• EXERCISE DIRECTIONS:
Identify every line in the records below that contains the word "Hollington", and copy each of those lines.

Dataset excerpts
○ ○ ○ ○ ○ ○ ○

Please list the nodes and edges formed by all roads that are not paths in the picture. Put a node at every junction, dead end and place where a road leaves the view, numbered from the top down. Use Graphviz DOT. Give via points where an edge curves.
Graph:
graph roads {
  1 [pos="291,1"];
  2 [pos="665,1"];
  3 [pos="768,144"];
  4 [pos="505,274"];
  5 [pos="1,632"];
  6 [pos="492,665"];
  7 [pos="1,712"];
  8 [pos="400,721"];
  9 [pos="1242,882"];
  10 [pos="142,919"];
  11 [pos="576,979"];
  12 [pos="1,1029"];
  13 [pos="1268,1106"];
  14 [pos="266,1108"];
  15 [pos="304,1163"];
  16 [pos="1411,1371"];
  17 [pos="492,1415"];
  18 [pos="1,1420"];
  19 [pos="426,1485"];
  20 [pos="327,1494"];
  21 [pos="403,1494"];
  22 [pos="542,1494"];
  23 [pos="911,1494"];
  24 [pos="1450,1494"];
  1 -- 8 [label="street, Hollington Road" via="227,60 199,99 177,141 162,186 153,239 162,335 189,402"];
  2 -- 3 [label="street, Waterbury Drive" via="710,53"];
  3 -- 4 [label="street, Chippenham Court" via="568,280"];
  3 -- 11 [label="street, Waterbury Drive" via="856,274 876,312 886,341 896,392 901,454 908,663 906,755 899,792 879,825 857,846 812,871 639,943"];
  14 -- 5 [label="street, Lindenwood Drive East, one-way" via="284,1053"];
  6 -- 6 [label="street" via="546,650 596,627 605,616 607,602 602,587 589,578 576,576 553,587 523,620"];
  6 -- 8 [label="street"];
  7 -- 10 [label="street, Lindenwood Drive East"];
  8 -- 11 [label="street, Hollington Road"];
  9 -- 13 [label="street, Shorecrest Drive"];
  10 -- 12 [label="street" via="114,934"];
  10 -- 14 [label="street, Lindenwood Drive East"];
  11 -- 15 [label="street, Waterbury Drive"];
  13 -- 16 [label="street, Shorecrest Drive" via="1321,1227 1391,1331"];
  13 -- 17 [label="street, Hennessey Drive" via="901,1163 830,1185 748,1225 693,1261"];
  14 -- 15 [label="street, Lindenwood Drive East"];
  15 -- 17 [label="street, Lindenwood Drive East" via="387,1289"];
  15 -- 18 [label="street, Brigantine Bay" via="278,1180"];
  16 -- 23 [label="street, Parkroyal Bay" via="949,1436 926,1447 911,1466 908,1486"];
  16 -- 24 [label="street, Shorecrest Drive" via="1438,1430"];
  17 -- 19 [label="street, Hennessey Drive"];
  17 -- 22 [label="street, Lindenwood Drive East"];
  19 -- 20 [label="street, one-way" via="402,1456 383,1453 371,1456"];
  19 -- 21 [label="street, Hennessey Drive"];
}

○ ○ ○ ○ ○ ○ ○

• OUTPUT BELOW:
  1 -- 8 [label="street, Hollington Road" via="227,60 199,99 177,141 162,186 153,239 162,335 189,402"];
  8 -- 11 [label="street, Hollington Road"];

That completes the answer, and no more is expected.